WPA: Set own WPA IE default - hexdump(len=22): 30 14 01 00 00 0f ac 04 01 00 00 0f ac 04 01 00 00 0f ac 02 00 00

wlp3s0: Cancelling scan request

wlp3s0: SME: Trying to authenticate with 08:60:6e:cf:9a:32 (SSID='norshill' freq=5180 MHz)

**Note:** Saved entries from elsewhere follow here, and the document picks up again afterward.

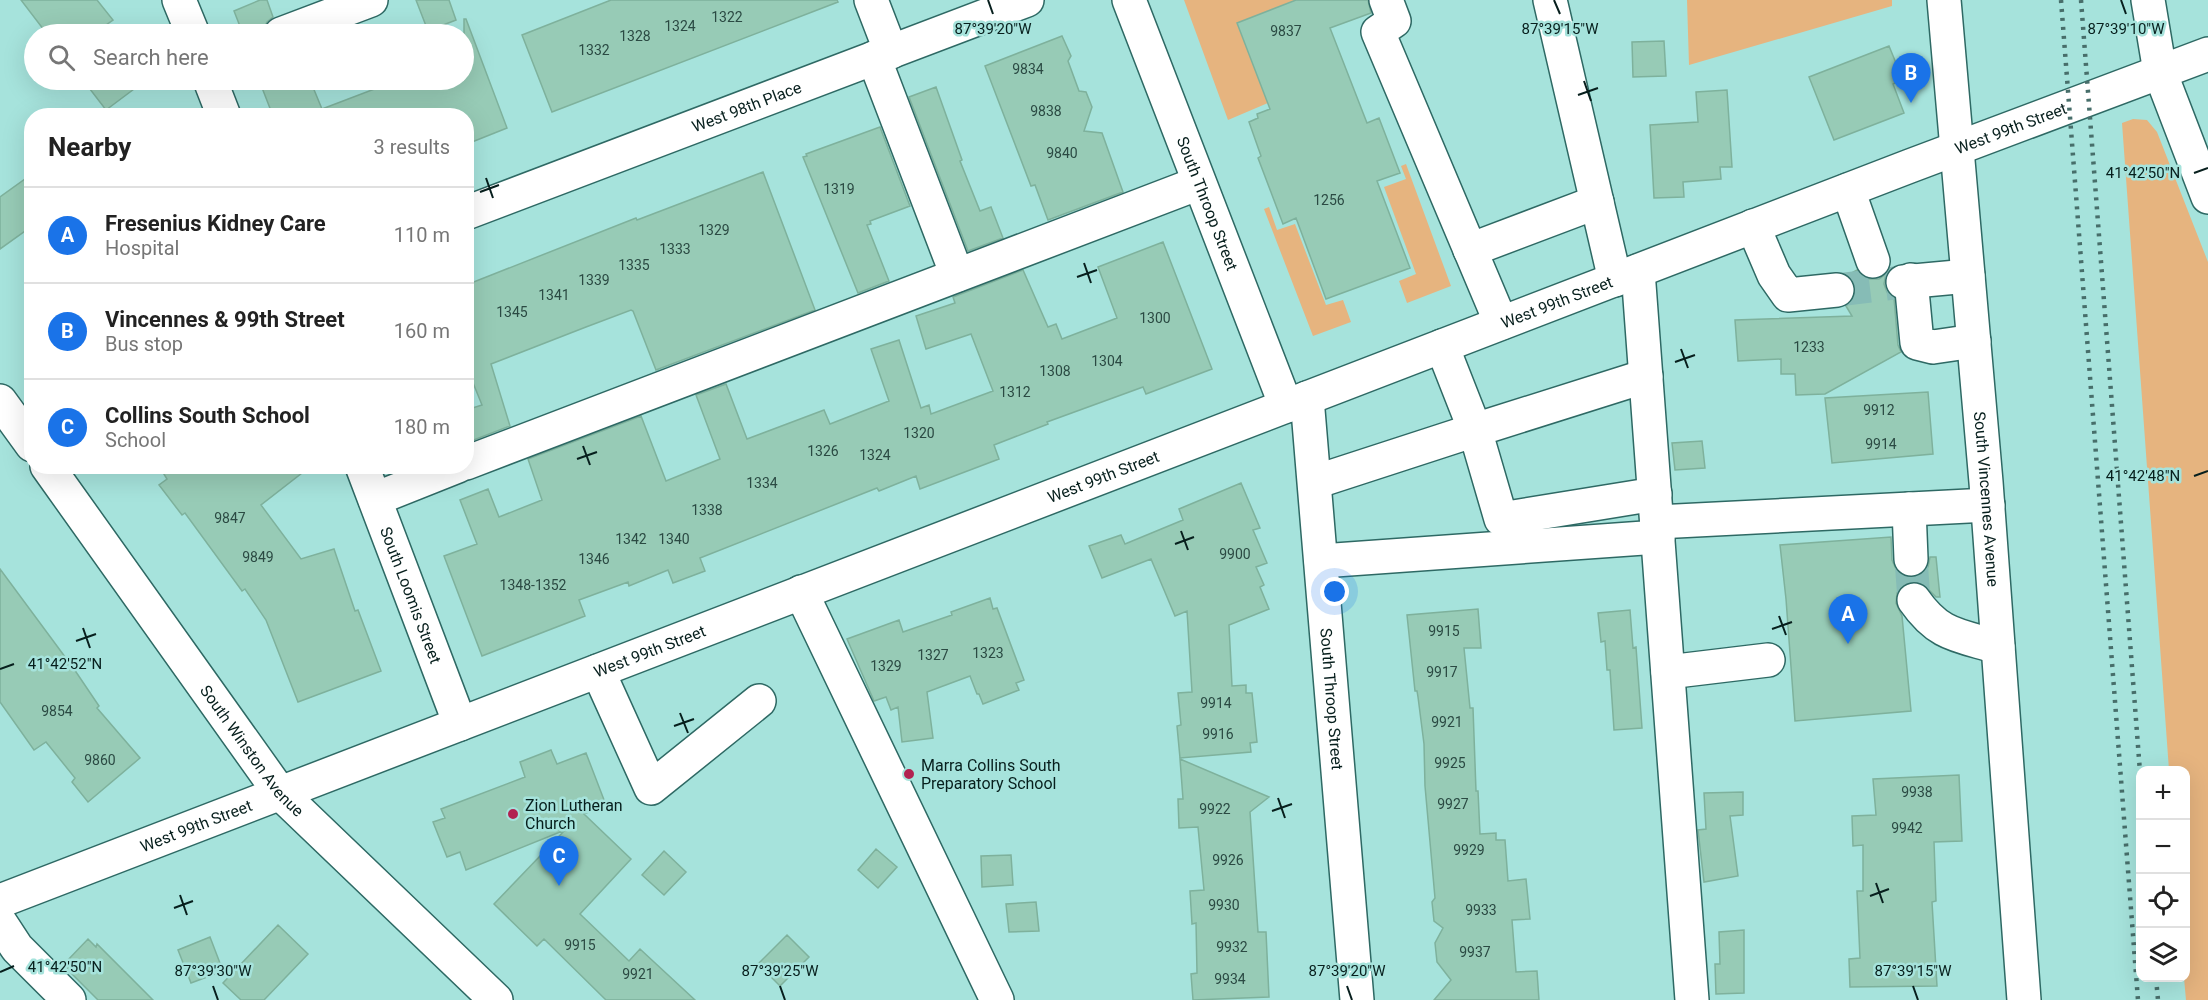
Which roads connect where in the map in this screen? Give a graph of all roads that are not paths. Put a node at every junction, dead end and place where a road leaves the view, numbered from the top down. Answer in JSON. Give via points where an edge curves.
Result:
{"nodes":[{"id":1,"x":179,"y":0,"type":"edge"},
{"id":2,"x":371,"y":0,"type":"edge"},
{"id":3,"x":871,"y":0,"type":"edge"},
{"id":4,"x":1027,"y":0,"type":"edge"},
{"id":5,"x":1129,"y":0,"type":"edge"},
{"id":6,"x":1386,"y":0,"type":"edge"},
{"id":7,"x":1550,"y":0,"type":"edge"},
{"id":8,"x":1944,"y":0,"type":"edge"},
{"id":9,"x":2148,"y":0,"type":"edge"},
{"id":10,"x":188,"y":24,"type":"edge"},
{"id":11,"x":307,"y":24,"type":"edge"},
{"id":12,"x":2208,"y":54,"type":"edge"},
{"id":13,"x":882,"y":55,"type":"junction"},
{"id":14,"x":2160,"y":72,"type":"junction"},
{"id":15,"x":214,"y":90,"type":"edge"},
{"id":16,"x":221,"y":108,"type":"edge"},
{"id":17,"x":1956,"y":148,"type":"junction"},
{"id":18,"x":1199,"y":183,"type":"junction"},
{"id":19,"x":1848,"y":190,"type":"junction"},
{"id":20,"x":2208,"y":197,"type":"edge"},
{"id":21,"x":1597,"y":202,"type":"junction"},
{"id":22,"x":474,"y":210,"type":"edge"},
{"id":23,"x":1753,"y":226,"type":"junction"},
{"id":24,"x":1470,"y":250,"type":"junction"},
{"id":25,"x":1874,"y":261,"type":"dead end"},
{"id":26,"x":957,"y":275,"type":"junction"},
{"id":27,"x":1626,"y":275,"type":"junction"},
{"id":28,"x":1968,"y":276,"type":"junction"},
{"id":29,"x":1837,"y":290,"type":"tunnel mouth"},
{"id":30,"x":1501,"y":323,"type":"junction"},
{"id":31,"x":1974,"y":341,"type":"junction"},
{"id":32,"x":1442,"y":346,"type":"junction"},
{"id":33,"x":1646,"y":376,"type":"junction"},
{"id":34,"x":0,"y":401,"type":"edge"},
{"id":35,"x":1296,"y":402,"type":"junction"},
{"id":36,"x":1475,"y":430,"type":"junction"},
{"id":37,"x":24,"y":434,"type":"edge"},
{"id":38,"x":474,"y":460,"type":"edge"},
{"id":39,"x":53,"y":474,"type":"edge"},
{"id":40,"x":365,"y":474,"type":"edge"},
{"id":41,"x":438,"y":474,"type":"edge"},
{"id":42,"x":1315,"y":482,"type":"junction"},
{"id":43,"x":375,"y":499,"type":"junction"},
{"id":44,"x":1988,"y":505,"type":"junction"},
{"id":45,"x":1909,"y":509,"type":"junction"},
{"id":46,"x":1657,"y":518,"type":"junction"},
{"id":47,"x":1911,"y":559,"type":"tunnel mouth"},
{"id":48,"x":1321,"y":561,"type":"junction"},
{"id":49,"x":801,"y":592,"type":"junction"},
{"id":50,"x":1914,"y":600,"type":"tunnel mouth"},
{"id":51,"x":1998,"y":647,"type":"junction"},
{"id":52,"x":1768,"y":660,"type":"dead end"},
{"id":53,"x":598,"y":671,"type":"junction"},
{"id":54,"x":1668,"y":672,"type":"junction"},
{"id":55,"x":759,"y":701,"type":"dead end"},
{"id":56,"x":460,"y":724,"type":"junction"},
{"id":57,"x":280,"y":793,"type":"junction"},
{"id":58,"x":0,"y":900,"type":"edge"},
{"id":59,"x":0,"y":922,"type":"edge"},
{"id":60,"x":69,"y":1000,"type":"edge"},
{"id":61,"x":496,"y":1000,"type":"edge"},
{"id":62,"x":997,"y":1000,"type":"edge"},
{"id":63,"x":1357,"y":1000,"type":"edge"},
{"id":64,"x":1692,"y":1000,"type":"edge"},
{"id":65,"x":2024,"y":1000,"type":"edge"}],
"edges":[{"from":1,"to":10,"type":"street"},
{"from":2,"to":11,"type":"street"},
{"from":3,"to":13,"type":"street"},
{"from":4,"to":13,"type":"street","name":"West 98th Place"},
{"from":5,"to":18,"type":"street","name":"South Throop Street"},
{"from":6,"to":24,"type":"street","via":[[1394,21],[1378,32]]},
{"from":7,"to":21,"type":"street"},
{"from":8,"to":17,"type":"street","name":"South Vincennes Avenue"},
{"from":9,"to":14,"type":"street"},
{"from":12,"to":14,"type":"street","name":"West 99th Street"},
{"from":13,"to":22,"type":"street","name":"West 98th Place"},
{"from":13,"to":26,"type":"street"},
{"from":14,"to":17,"type":"street","name":"West 99th Street"},
{"from":14,"to":20,"type":"street"},
{"from":15,"to":16,"type":"street"},
{"from":17,"to":19,"type":"street","name":"West 99th Street"},
{"from":17,"to":28,"type":"street","name":"South Vincennes Avenue"},
{"from":18,"to":26,"type":"street"},
{"from":18,"to":35,"type":"street","name":"South Throop Street"},
{"from":19,"to":23,"type":"street","name":"West 99th Street"},
{"from":19,"to":25,"type":"street"},
{"from":21,"to":24,"type":"street"},
{"from":21,"to":27,"type":"street"},
{"from":23,"to":27,"type":"street","name":"West 99th Street"},
{"from":23,"to":29,"type":"street","via":[[1774,275],[1788,295]]},
{"from":24,"to":30,"type":"street"},
{"from":26,"to":38,"type":"street"},
{"from":27,"to":30,"type":"street","name":"West 99th Street"},
{"from":27,"to":33,"type":"street"},
{"from":28,"to":31,"type":"street","name":"South Vincennes Avenue"},
{"from":28,"to":31,"type":"street","via":[[1907,281],[1917,343],[1933,346]]},
{"from":30,"to":32,"type":"street","name":"West 99th Street"},
{"from":31,"to":44,"type":"street","name":"South Vincennes Avenue"},
{"from":32,"to":35,"type":"street","name":"West 99th Street"},
{"from":32,"to":36,"type":"street"},
{"from":33,"to":36,"type":"street"},
{"from":33,"to":46,"type":"street"},
{"from":34,"to":37,"type":"street"},
{"from":35,"to":42,"type":"street","name":"South Throop Street"},
{"from":35,"to":49,"type":"street","name":"West 99th Street"},
{"from":36,"to":42,"type":"street"},
{"from":36,"to":46,"type":"street","via":[[1501,519]]},
{"from":39,"to":57,"type":"street","name":"South Winston Avenue"},
{"from":40,"to":43,"type":"street","name":"South Loomis Street"},
{"from":41,"to":43,"type":"street"},
{"from":42,"to":48,"type":"street","name":"South Throop Street"},
{"from":43,"to":56,"type":"street","name":"South Loomis Street"},
{"from":44,"to":45,"type":"street"},
{"from":44,"to":51,"type":"street","name":"South Vincennes Avenue"},
{"from":45,"to":46,"type":"street"},
{"from":45,"to":47,"type":"street"},
{"from":46,"to":48,"type":"street"},
{"from":46,"to":54,"type":"street"},
{"from":48,"to":63,"type":"street","name":"South Throop Street"},
{"from":49,"to":53,"type":"street","name":"West 99th Street"},
{"from":49,"to":62,"type":"street"},
{"from":50,"to":51,"type":"street","via":[[1926,618],[1942,630]]},
{"from":51,"to":65,"type":"street","name":"South Vincennes Avenue"},
{"from":52,"to":54,"type":"street"},
{"from":53,"to":55,"type":"street","via":[[651,788]]},
{"from":53,"to":56,"type":"street","name":"West 99th Street"},
{"from":54,"to":64,"type":"street"},
{"from":56,"to":57,"type":"street","name":"West 99th Street"},
{"from":57,"to":58,"type":"street","name":"West 99th Street"},
{"from":57,"to":61,"type":"street","name":"South Winston Avenue"},
{"from":59,"to":60,"type":"street","via":[[17,948]]}]}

CTRL_IFACE monitor send - hexdump(len=21): 2f 74 6d 70 2f 77 70 61 5f 63 74 72 6c 5f 33 30 34 30 2d 32 00

CTRL_IFACE monitor send - hexdump(len=21): 2f 74 6d 70 2f 77 70 61 5f 63 74 72 6c 5f 32 33 37 38 2d 31 00

wlp3s0: No keys have been configured - skip key clearing

wlp3s0: State: DISCONNECTED -> AUTHENTICATING

EAPOL: External notification - EAP success=0

EAPOL: Supplicant port status: Unauthorized

EAPOL: External notification - EAP fail=0

EAPOL: Supplicant port status: Unauthorized

EAPOL: External notification - portControl=Auto

EAPOL: Supplicant port status: Unauthorized

nl80211: Authenticate (ifindex=5)

  * bssid=08:60:6e:cf:9a:32

  * freq=5180

  * SSID - hexdump_ascii(len=8):

     6e 6f 72 73 68 69 6c 6c                           norshill        

  * IEs - hexdump(len=0): [NULL]

  * Auth Type 0

nl80211: Authentication request send successfully

RSN: Ignored PMKID candidate without preauth flag

RSN: Ignored PMKID candidate without preauth flag

nl80211: Event message available

nl80211: New station 08:60:6e:cf:9a:32

RTM_NEWLINK: operstate=0 ifi_flags=0x1003 ([UP])

RTM_NEWLINK, IFLA_IFNAME: Interface 'wlp3s0' added

nl80211: if_removed already cleared - ignore event

nl80211: Event message available

nl80211: Delete station 08:60:6e:cf:9a:32

nl80211: Event message available

nl80211: MLME event 37; timeout with 08:60:6e:cf:9a:32

wlp3s0: Event AUTH_TIMED_OUT (14) received

wlp3s0: SME: Authentication timed out

Added BSSID 08:60:6e:cf:9a:32 into blacklist

wlp3s0: Another BSS in this ESS has been seen; try it next

BSSID 08:60:6e:cf:9a:32 blacklist count incremented to 2

wlp3s0: Blacklist count 91 --> request scan in 10000 ms

wlp3s0: Setting scan request: 10 sec 0 usec

wlp3s0: State: AUTHENTICATING -> DISCONNECTED

wpa_driver_nl80211_set_operstate: operstate 0->0 (DORMANT)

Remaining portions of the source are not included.